A. It means goroutines are growing their stacks. Each Submit may have a different closure body that needs more stack. Common, hard to avoid. Possible mitigation: pre-warm the pool so the workers' stacks grow once and then stay grown.

TQ22

Q. I see runtime.gcBgMarkWorker hot. The pool is fine — what's wrong?

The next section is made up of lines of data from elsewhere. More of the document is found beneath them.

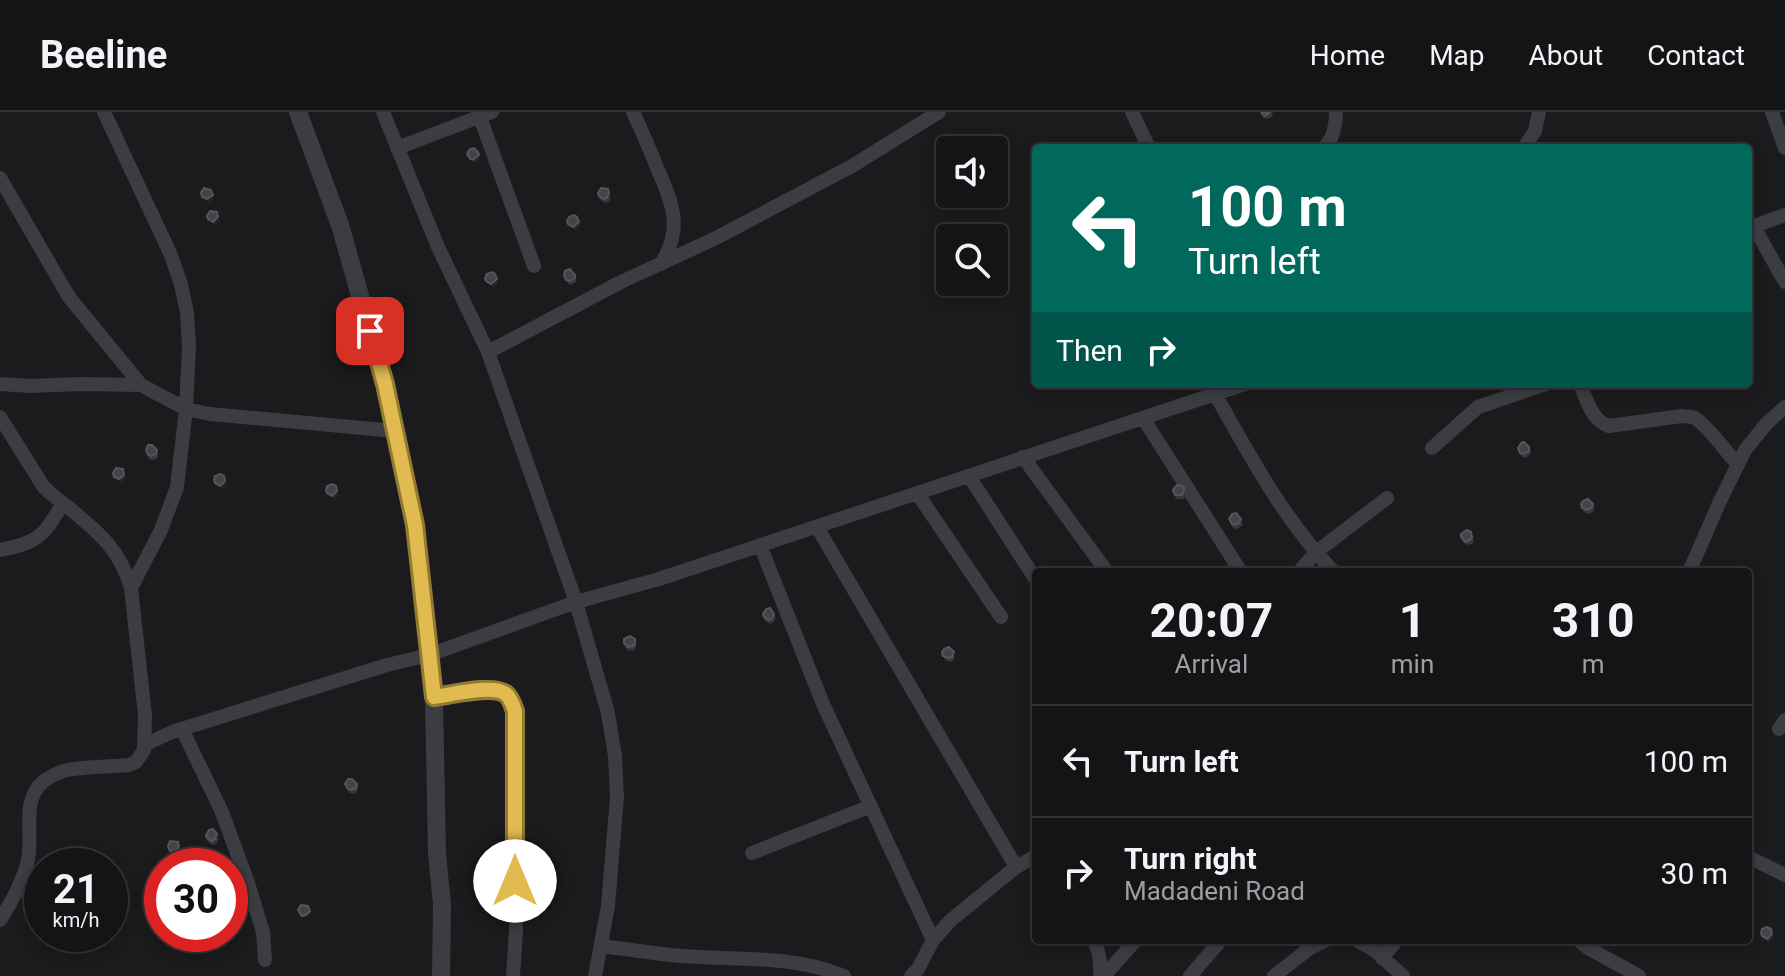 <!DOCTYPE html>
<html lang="en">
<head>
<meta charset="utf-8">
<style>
	body { margin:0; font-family:Roboto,sans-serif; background:#1d1d1f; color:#f1f3f6; height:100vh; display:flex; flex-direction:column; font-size:30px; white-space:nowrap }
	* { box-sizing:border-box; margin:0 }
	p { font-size:26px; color:#9d9ea1 }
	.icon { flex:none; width:44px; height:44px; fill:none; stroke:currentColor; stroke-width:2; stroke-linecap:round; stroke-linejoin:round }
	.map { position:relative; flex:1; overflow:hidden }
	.drawer { position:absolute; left:1032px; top:456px; width:720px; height:376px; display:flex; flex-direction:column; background:#141416; border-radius:8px; box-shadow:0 4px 12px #0003,0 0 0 2px #333335 }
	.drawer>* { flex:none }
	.top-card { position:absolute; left:1032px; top:32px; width:720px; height:244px; border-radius:8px; box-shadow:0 4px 12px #0003,0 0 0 2px #333335; background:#00695c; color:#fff; overflow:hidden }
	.buttons { position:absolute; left:936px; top:24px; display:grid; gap:16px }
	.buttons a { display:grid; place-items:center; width:72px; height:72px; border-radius:8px; background:#141416; box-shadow:0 4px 12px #0003,0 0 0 2px #333335; font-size:40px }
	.speed { position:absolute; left:24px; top:736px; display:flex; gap:16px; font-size:40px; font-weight:700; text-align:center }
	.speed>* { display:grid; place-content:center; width:104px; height:104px; border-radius:50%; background:#141416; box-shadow:0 4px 12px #0003,0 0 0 2px #333335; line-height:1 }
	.speed small { font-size:20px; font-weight:400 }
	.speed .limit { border:12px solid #d22; background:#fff; color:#111 }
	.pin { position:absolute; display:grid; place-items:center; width:68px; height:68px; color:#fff; margin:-34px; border-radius:16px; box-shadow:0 4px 12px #0006 }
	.me { position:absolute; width:88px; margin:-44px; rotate:0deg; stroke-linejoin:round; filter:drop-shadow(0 0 6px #0008) }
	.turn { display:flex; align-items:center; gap:28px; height:168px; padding:0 24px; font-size:36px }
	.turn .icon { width:104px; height:104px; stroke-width:2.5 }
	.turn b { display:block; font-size:56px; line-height:68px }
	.then { display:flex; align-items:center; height:76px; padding:0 24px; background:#0003; gap:16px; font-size:30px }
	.eta { display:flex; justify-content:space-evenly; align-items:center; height:136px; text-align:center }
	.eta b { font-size:48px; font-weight:700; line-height:56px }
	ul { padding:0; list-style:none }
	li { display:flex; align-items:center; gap:24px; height:112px; padding:0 24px; border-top:2px solid #333335 }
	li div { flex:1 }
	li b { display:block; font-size:30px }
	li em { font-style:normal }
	header { display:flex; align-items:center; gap:48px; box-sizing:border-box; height:112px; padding:0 40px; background:#141416; border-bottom:2px solid #333335 }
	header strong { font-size:38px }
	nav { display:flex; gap:44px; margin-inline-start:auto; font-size:28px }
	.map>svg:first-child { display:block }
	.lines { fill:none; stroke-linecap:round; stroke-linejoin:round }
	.minor { stroke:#3c3d42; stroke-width:14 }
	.tertiary { stroke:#3c3d42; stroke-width:18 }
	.wall { fill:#37373b }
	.shaded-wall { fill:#262629 }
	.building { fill:#444448; stroke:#55565a; stroke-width:2 }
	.route-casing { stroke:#927a33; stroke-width:20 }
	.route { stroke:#e1bb4f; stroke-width:14 }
</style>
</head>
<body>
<header>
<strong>Beeline</strong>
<nav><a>Home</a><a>Map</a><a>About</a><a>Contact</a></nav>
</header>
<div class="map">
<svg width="1785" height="864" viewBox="0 0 1785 864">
	<rect width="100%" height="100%" fill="#1b1b1d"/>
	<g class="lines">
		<!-- minor -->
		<path class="minor" d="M104 0 170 141 181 172 187 201 189 235 186 297 177 375 161 418 131 476
			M383 0 438 135 488 240 576 490 608 601 615 644 617 685 608 794 595 864
			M478 0 534 154
			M633 0C642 19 650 38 658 58 673 92 683 117 661 152
			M1132 0 1149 36
			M1772 0 1785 36
			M397 36 492 0
			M1324 36C1334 26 1336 13 1336 0
			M1524 36 1535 19 1539 0
			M0 66 69 185 141 273
			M1754 115 1785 170
			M1748 116 1785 103
			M488 240 621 170 716 126 852 54 939 0
			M0 272 30 274 81 272 141 273 186 297 210 302 395 319
			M1580 272C1587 288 1591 308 1609 314L1682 304C1686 305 1691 304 1695 306 1707 313 1728 342 1738 353
			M1215 282C1250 344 1284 408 1334 460
			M0 305 43 374C51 383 59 388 68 395 98 420 120 437 131 476L145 603 144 638 136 650 129 653C109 655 87 654 67 658 59 660 51 664 44 669 19 689 35 725 27 752 22 771 11 791 0 808
			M1143 306 1241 460
			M1432 336 1478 295 1546 272
			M1023 345 1107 460
			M969 364 1036 468
			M917 381 1001 505
			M817 415 1016 755
			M760 433 823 592 933 828
			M0 438C39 430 43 425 63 391
			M1299 460 1315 441 1387 386
			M1689 460 1720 389 1745 338 1767 311 1785 295
			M434 585C450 583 492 573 506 582 511 586 513 594 515 599L516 819 513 864
			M182 617 222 700 248 771 263 820 265 848
			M1779 617 1785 608
			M144 633 172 620 387 553 429 543 576 490 659 467 1245 272
			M752 741 871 694
			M1748 745 1785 763
			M1093 828C1100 839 1101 852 1100 864
			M1356 828 1374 838 1403 864
			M1578 828 1588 836 1639 864
			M601 834C628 837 655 842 682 844 737 848 792 843 844 864
			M1382 846 1397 828
			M911 864 918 857 933 828 950 809 1016 755 1036 744
			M1104 864 1136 828
			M1190 864 1221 828
			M1274 864 1310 836 1327 828"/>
		<!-- tertiary -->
		<path class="tertiary" d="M298 0 340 113 385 272 415 413 434 585 437 741 442 793 441 864"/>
	</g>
	<!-- wall -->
	<path class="wall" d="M1261 0 1273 1 1272 5 1267 7 1263 6Z
		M598 81 611 85 609 90 605 91 600 88Z
		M564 163 577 167 576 170 571 173 568 172Z
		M1529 335 1531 339 1530 343 1525 346 1521 344 1518 336Z
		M146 338H157L158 342V346L153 348 149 347Z
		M1173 378 1186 382 1184 387H1176Z
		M1581 392H1593L1594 396V399L1589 402 1584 400Z
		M1229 407 1243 411 1242 414 1237 417 1233 416Z
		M1471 420 1474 429 1472 432 1466 433 1461 425Z
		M763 502H774L776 505 774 510 770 512 765 509Z
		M624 531H636V535L634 538 629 539 625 535Z
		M942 540 955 544 953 549 950 550 945 548Z
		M345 672H357L358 676 357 680 353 682 349 681Z
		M206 723 219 726 217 731 213 733 208 730Z
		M492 764H504L505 768 503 773 500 774 495 772Z"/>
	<!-- shaded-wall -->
	<path class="shaded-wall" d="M478 40 480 47 475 52 473 48Z
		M213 83 214 87 209 91 207 87Z
		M218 105 220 109 214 114 213 110Z
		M579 110 580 114 575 119 573 115Z
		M497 167 498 171 493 176 491 172Z
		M1714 272H1716V275L1711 280 1709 276Z
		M124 363 126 366 120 371 119 367Z
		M225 369 227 373 221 378 220 374Z
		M337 379 339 383 333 388 332 384Z
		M179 735 181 739 175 744 174 740Z
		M1772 822 1774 826 1768 831 1767 827Z"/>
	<!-- building -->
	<path class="building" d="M1261 0H1270L1265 4 1262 2Z
		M474 36 478 40 479 43 473 48 470 47 467 42 470 37Z
		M204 76 211 78 213 83 207 87 202 85 201 81Z
		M601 76 608 77 609 81 607 86 604 87 599 84 598 81Z
		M210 99 217 100 218 105 213 110 208 107 207 104Z
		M574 103 577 105 579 110 573 115 568 112 567 109 569 105Z
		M570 157 575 163V166L570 169 566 168 564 163 565 159Z
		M492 160 495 162 497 167 491 172 486 169 485 166 487 162Z
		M1704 272H1714L1709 276Z
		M1524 330 1529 335V339L1524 342 1520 341 1518 336 1521 331Z
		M148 333H152L157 338 156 342 151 344 148 343 146 338Z
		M116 356 123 357 124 363 119 367 114 365 113 361Z
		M220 362 224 364 225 369 220 374 215 371 214 368 215 364Z
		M332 372 336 374 337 379 332 384 327 381 326 378 327 374Z
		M1177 373 1183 374 1184 378 1182 383H1175L1173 378Z
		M1588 387 1593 392 1592 395 1587 398 1582 396 1581 392 1583 389Z
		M1236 401 1241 407 1240 410 1235 413 1232 412 1229 407 1232 402Z
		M1467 418 1471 420 1472 425 1470 428 1465 430 1461 425V422Z
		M1170 456 1178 457V460H1168Z
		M770 496 774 502 772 506 769 508 764 505 763 502 766 497Z
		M630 524 635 527V531L633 534 628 535 624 531V527Z
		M949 535 954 540 952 545 948 546 943 544 942 540 944 537Z
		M348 667H352L357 672 356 676 351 678 348 677 345 672Z
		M213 717 217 722 215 727 212 729 207 726 206 723 209 718Z
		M170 729 178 730 179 735 174 740 170 739 168 734Z
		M499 758 504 764 502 769 498 770 493 768 492 764 494 760Z
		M301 793 308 794 310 799 306 803 302 804 298 798Z
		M1767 815 1771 817 1772 822 1767 827 1762 824 1761 821 1762 817Z"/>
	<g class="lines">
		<!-- route casing -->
		<g class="route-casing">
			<path id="route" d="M370 219 385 272 415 413 434 585C451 583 492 572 506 582 511 586 513 594 515 599V769"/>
		</g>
		<!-- route -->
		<use href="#route" class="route"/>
	</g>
</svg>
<div class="buttons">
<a><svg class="icon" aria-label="sound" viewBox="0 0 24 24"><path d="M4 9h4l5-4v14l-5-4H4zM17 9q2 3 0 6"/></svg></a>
<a><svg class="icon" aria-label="search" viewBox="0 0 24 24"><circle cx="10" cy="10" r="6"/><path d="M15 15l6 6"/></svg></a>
</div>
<div class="speed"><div>21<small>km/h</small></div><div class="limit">30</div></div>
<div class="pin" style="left:370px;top:219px;background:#d93025"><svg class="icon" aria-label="arrive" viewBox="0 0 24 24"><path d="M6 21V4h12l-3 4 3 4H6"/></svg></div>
<svg class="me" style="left:515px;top:769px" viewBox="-20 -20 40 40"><circle r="19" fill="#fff"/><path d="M0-13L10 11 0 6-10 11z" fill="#e1bb4f"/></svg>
<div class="top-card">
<div class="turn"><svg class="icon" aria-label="left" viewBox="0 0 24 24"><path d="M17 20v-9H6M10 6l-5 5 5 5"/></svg><div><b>100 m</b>Turn left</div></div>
<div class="then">Then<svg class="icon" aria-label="right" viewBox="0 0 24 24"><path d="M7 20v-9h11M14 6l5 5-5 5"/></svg></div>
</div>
<section class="drawer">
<div class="eta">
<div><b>20:07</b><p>Arrival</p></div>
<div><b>1</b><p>min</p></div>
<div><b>310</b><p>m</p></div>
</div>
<ul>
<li><svg class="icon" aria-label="left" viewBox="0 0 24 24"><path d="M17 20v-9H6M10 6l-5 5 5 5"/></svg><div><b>Turn left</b></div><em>100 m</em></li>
<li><svg class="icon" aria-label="right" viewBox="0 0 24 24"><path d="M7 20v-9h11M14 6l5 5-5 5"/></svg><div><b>Turn right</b><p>Madadeni Road</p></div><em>30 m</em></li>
</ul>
</section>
</div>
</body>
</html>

A. Heap allocations from your tasks are pressuring GC. Use sync.Pool for transient objects. The pool itself doesn't allocate much.

TQ23

Q. Can ants be used in a WASM build?

A. Yes. ants doesn't depend on OS threading directly; it uses Go's runtime which works on WASM (with single-threaded scheduling). Performance characteristics differ.

TQ24

Q. Multiple pools share a *log.Logger. Is that safe?

A. log.Logger is goroutine-safe. Multiple pools writing to it concurrently is fine.

TQ25

Q. I want to dedupe submits within a short window.

A. Use the dedup pattern with a TTL. Or use a singleflight.Group (golang.org/x/sync/singleflight) to coalesce identical work.


A Final Note on Defaults

The defaults in ants are good. If you've worked through this file and don't yet have a specific reason to set an option, don't. The mental cost of remembering "why is WithExpiryDuration 30 seconds here" is real. Many production code bases get into trouble by tuning every option to feel like they've done their homework.

The minimal-but-complete production pool:

pool, err := ants.NewPool(size,
    ants.WithPanicHandler(panicHandler),
)

Add options only when you have:

  • A measurement showing the default isn't good.
  • A test that proves the change helps.
  • A comment explaining why for the next reader.

Anything else is speculative tuning. Resist.